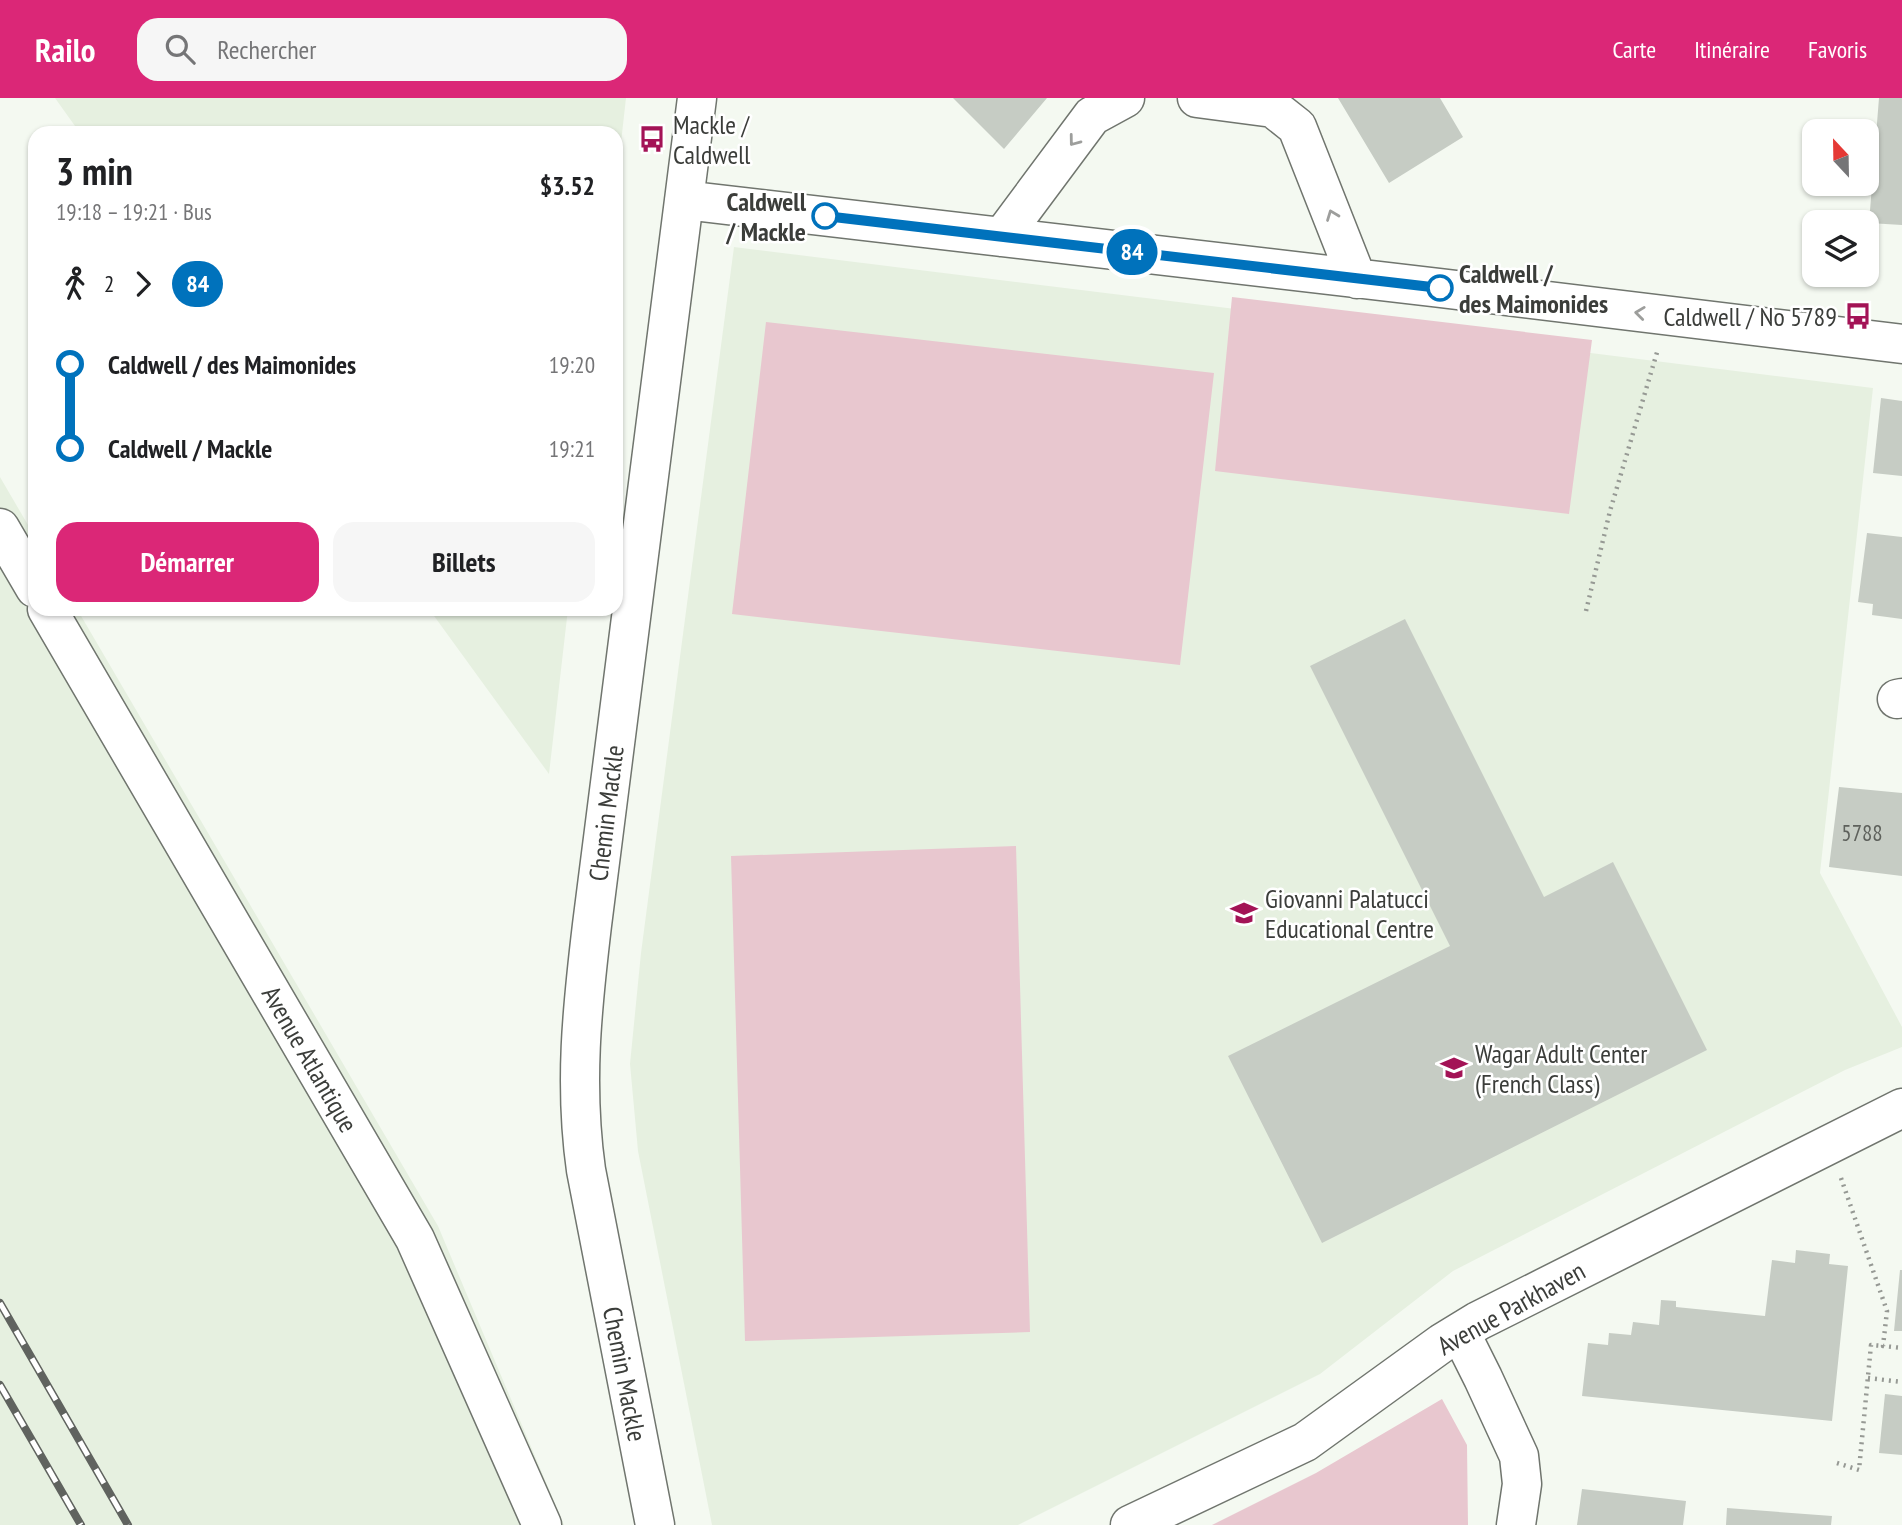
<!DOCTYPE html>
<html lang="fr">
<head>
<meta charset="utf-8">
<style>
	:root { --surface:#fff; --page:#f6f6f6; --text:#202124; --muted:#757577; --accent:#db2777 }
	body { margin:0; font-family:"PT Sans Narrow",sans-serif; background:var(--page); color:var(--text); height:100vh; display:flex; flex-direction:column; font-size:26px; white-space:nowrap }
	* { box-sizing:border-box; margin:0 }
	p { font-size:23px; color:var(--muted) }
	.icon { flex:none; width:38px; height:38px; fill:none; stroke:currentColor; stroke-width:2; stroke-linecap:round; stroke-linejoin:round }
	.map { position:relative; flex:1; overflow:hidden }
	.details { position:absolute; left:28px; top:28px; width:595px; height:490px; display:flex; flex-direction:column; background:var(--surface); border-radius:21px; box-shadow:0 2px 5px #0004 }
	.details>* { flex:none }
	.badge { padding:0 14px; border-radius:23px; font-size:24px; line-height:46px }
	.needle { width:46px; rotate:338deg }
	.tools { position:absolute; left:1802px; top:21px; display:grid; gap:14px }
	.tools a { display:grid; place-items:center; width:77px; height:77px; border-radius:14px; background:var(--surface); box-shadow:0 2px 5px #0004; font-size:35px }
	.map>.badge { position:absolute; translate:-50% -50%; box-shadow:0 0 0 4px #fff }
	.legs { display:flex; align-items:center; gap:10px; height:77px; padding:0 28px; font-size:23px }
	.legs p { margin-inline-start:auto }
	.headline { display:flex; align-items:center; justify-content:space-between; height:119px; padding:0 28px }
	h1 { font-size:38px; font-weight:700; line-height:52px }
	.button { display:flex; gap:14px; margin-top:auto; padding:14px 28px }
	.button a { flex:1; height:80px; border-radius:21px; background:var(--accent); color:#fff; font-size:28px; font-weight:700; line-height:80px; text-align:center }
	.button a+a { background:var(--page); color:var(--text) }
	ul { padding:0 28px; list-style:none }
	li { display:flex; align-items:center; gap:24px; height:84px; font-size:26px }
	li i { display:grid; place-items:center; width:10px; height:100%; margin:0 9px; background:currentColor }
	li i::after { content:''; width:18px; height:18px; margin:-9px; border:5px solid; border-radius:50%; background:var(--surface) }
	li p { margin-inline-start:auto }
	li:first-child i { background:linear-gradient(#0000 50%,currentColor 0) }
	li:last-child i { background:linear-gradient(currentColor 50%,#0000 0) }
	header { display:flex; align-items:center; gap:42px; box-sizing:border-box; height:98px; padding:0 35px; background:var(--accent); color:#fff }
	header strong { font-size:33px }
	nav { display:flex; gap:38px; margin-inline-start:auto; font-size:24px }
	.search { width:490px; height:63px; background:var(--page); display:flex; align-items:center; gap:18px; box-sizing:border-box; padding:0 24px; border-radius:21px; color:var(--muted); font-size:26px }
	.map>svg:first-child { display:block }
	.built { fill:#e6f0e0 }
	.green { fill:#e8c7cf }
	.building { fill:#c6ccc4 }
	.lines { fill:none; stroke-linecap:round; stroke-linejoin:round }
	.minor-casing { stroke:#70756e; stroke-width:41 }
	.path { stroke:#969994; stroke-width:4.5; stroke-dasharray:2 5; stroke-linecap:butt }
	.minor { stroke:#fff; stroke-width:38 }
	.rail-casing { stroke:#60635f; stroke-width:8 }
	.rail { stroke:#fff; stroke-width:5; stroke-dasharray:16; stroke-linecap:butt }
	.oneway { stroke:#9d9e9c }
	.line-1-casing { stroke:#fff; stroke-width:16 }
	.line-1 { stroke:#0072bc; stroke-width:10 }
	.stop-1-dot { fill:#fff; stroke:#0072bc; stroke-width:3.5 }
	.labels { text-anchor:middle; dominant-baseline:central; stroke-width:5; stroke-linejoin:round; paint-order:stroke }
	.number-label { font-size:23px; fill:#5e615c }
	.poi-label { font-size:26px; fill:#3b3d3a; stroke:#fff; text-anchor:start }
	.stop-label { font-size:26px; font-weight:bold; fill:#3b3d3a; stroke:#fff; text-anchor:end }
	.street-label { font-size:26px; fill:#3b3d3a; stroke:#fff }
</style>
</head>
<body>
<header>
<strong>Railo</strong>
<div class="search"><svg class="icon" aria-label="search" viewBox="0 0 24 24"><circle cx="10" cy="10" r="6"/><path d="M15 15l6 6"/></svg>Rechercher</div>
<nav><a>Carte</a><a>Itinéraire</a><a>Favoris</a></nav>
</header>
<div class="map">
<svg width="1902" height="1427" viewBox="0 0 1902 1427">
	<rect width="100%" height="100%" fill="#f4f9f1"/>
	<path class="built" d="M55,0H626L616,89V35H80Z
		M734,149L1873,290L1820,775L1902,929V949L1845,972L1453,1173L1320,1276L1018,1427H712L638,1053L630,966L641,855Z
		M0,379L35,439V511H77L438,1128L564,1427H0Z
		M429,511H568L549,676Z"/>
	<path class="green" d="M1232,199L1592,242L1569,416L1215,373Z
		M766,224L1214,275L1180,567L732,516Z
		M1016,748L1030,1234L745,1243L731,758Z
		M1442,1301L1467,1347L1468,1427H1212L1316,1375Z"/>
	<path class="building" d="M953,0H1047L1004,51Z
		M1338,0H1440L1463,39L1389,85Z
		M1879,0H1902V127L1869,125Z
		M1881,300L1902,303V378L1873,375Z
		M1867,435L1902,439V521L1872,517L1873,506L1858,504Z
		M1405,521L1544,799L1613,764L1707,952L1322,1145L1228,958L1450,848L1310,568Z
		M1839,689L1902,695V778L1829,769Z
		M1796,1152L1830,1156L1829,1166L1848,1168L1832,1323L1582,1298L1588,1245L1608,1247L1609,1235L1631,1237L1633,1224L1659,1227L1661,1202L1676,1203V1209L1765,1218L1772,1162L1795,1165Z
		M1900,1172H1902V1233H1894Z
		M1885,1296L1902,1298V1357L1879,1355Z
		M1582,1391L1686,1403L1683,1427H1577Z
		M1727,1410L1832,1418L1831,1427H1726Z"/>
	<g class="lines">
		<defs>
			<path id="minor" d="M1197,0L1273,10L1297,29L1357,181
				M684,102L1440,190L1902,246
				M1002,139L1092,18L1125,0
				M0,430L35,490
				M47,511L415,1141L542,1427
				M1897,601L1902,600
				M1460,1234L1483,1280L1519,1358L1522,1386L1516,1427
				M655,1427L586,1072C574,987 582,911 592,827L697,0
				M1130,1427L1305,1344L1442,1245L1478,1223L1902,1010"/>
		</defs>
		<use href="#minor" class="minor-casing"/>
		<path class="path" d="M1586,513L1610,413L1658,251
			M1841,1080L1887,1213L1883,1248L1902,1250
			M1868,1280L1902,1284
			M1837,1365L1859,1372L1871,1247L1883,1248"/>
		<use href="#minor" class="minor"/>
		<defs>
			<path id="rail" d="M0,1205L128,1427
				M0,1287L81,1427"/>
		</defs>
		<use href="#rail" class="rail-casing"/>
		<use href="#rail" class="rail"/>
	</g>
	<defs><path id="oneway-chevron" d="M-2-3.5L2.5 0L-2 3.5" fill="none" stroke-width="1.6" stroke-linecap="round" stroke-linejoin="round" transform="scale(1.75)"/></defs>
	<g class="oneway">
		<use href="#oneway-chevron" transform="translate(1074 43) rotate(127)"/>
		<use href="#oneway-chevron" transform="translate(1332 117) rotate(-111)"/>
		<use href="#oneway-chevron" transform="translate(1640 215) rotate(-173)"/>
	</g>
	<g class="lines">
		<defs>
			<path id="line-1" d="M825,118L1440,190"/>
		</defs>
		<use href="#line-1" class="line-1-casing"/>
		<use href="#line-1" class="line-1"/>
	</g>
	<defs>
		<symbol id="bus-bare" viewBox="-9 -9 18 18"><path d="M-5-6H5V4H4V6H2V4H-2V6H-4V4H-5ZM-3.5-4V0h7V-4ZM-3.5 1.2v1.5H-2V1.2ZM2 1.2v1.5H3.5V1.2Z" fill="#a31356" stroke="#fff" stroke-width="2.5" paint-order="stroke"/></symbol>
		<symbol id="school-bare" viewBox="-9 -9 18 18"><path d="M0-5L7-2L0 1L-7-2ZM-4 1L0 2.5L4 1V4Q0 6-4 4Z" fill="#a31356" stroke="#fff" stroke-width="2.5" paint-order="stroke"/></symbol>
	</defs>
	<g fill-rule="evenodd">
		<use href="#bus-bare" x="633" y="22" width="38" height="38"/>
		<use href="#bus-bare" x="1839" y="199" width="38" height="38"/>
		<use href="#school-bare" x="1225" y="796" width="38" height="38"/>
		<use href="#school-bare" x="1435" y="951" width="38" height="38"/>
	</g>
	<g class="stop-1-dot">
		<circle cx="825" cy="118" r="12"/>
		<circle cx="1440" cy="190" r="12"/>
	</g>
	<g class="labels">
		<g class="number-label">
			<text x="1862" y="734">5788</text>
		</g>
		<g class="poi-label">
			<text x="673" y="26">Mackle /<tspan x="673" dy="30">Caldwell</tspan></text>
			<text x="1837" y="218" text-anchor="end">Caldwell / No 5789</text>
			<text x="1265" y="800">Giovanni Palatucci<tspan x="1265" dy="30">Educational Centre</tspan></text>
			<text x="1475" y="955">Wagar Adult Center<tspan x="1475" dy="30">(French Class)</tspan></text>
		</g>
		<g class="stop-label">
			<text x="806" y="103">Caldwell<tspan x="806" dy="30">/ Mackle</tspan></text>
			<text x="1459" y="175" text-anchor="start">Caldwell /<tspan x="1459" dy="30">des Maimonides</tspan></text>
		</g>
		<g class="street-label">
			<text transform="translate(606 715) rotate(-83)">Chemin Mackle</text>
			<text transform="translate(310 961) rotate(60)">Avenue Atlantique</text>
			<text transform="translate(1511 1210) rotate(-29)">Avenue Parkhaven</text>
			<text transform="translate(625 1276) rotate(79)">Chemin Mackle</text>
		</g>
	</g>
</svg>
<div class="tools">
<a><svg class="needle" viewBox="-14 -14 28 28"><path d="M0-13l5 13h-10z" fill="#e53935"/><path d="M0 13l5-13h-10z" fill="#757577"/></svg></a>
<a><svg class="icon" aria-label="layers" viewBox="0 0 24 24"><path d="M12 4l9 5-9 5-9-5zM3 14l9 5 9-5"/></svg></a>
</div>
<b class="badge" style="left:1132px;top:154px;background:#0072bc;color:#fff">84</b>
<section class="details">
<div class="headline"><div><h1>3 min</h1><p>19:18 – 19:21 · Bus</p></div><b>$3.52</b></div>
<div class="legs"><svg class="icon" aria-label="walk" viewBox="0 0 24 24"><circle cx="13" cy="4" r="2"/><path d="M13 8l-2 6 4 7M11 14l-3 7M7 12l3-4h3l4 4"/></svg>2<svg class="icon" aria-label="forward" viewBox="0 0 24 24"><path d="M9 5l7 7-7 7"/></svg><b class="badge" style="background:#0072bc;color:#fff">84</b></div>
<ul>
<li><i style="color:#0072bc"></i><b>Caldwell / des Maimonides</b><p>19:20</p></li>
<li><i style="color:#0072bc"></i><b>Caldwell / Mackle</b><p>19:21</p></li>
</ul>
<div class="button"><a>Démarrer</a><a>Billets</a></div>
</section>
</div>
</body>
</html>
+--
Required action: To answer, copy each line from the material above that has the word "tools".

Exercise answer:
	.tools { position:absolute; left:1802px; top:21px; display:grid; gap:14px }
	.tools a { display:grid; place-items:center; width:77px; height:77px; border-radius:14px; background:var(--surface); box-shadow:0 2px 5px #0004; font-size:35px }
<div class="tools">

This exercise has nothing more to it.